As you can see, a Class A radome is allowed to lose 10% of radar signal strength.  Usually, the OEM does not require a certain class to be maintained.  Practically speaking, you would question radar operation with a Class D or E radome.  After repair, our average classification is either A or B.

 

  • The ability for the radome to bleed off static electricity is also very important in the operation of the radar.  This is accomplished using anti-static coatings that are connected to diverter strips that pass the electrical charge through these strips to a ground on the airframe itself.    This is done without any type of arcing that would damage the radome.
  • As an operator, if you are experiencing radar problems it is often caused by the radome itself.  Radar signals will not penetrate moisture or damaged areas of a radome.  Often the radar will actually paint a false cell that is simply moisture in the radome.  The best way to determine if the radome is at fault is to remove it and send it to a certified FAA repair station that has the capability to test for transmissivity.  The radome can be tested for both loss of signal strength and moisture content.  There are very few companies that have the capability to test for transmissivity.  It is a highly specialized test requiring very expensive equipment.  This is the only accurate way to determine whether or not your radome is allowing the proper radar signal to penetrate the structure.
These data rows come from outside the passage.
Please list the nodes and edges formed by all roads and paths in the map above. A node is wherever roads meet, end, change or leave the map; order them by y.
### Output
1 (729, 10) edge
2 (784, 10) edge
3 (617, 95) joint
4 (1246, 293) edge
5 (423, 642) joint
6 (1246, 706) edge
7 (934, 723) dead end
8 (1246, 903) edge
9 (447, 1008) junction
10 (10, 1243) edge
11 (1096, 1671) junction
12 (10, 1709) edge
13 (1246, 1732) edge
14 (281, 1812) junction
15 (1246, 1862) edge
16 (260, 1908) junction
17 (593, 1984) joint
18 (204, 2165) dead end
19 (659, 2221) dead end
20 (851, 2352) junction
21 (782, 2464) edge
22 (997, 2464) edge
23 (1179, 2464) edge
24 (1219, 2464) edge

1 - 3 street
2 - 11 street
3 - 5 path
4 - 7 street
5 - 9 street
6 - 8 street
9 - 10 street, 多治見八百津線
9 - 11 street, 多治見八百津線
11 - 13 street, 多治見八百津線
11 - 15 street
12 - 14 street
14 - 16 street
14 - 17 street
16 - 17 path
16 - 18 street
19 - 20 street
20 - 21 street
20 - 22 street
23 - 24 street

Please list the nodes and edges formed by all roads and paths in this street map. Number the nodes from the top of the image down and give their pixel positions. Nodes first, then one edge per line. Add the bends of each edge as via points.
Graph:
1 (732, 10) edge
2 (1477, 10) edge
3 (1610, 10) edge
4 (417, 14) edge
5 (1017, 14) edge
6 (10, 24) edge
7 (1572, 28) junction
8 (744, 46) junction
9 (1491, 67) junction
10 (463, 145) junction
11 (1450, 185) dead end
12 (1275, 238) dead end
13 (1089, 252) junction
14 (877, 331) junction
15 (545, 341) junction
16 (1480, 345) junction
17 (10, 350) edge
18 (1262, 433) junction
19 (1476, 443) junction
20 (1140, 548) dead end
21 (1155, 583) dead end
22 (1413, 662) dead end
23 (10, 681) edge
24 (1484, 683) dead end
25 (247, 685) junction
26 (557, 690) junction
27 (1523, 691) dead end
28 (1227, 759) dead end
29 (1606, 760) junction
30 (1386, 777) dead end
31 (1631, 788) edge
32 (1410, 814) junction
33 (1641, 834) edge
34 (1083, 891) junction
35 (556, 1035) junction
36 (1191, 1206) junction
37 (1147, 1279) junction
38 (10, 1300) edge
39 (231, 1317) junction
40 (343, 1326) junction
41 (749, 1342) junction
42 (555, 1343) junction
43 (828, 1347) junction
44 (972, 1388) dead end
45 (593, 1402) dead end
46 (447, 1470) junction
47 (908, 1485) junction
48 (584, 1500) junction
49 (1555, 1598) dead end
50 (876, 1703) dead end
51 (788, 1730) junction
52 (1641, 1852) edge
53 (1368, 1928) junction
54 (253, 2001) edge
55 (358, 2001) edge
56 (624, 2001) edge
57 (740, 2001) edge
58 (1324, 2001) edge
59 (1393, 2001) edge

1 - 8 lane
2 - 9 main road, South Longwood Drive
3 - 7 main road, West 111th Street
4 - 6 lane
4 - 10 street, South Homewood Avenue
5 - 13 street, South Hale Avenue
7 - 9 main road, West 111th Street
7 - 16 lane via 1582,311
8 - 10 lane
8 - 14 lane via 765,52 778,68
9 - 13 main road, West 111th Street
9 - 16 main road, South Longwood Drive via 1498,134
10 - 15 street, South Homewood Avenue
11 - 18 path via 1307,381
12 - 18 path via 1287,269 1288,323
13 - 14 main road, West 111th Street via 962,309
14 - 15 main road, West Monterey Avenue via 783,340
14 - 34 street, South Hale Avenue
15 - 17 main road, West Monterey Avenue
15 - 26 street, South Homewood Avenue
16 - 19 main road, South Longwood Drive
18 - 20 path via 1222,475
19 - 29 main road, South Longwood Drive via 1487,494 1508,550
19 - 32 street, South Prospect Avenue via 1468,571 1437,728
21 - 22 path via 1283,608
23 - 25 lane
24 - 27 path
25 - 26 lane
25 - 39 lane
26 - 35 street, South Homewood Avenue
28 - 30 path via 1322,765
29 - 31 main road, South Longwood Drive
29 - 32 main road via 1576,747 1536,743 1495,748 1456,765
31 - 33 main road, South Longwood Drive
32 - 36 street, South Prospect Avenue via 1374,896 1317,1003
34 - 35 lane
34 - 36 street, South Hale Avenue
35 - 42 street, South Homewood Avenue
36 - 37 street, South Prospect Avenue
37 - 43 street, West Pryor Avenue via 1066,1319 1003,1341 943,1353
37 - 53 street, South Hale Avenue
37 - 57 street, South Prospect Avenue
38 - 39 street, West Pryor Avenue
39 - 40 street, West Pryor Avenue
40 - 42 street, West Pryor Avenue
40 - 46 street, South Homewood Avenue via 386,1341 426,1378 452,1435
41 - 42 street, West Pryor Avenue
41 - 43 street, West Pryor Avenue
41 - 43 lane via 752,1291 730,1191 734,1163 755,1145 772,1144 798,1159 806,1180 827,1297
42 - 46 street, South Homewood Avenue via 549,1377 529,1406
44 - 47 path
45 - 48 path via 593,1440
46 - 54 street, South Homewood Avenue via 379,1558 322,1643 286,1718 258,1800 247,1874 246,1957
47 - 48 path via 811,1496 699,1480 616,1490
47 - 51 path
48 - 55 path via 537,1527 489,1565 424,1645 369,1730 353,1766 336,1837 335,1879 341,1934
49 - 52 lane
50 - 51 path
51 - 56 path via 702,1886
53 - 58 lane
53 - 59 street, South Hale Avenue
  • Our company sees a lot of improperly repairs that have been made on radomes.  Everything from using potting compounds to the wrong type core material, fiberglass and paint coats.  The most common problem found is usually moisture content in the radome.  Another common problem is a large buildup of paint that has occurred over the lifetime of the airplane.  The airplane is often painted several times with the radome in place which adds layers of paint that degrade the signal strength of the radar.  An excess buildup of more than .005 of an inch in paint coats can cause a large loss of radar signal strength.
  • Radome inspection should be a part of each pre-flight inspection along with all maintenance inspections.  Any evidence of damage should be checked out immediately.  A damaged radome will have significant impact on the performance of the airborne radar system.  This is even more critical on aircraft with Doppler radar systems.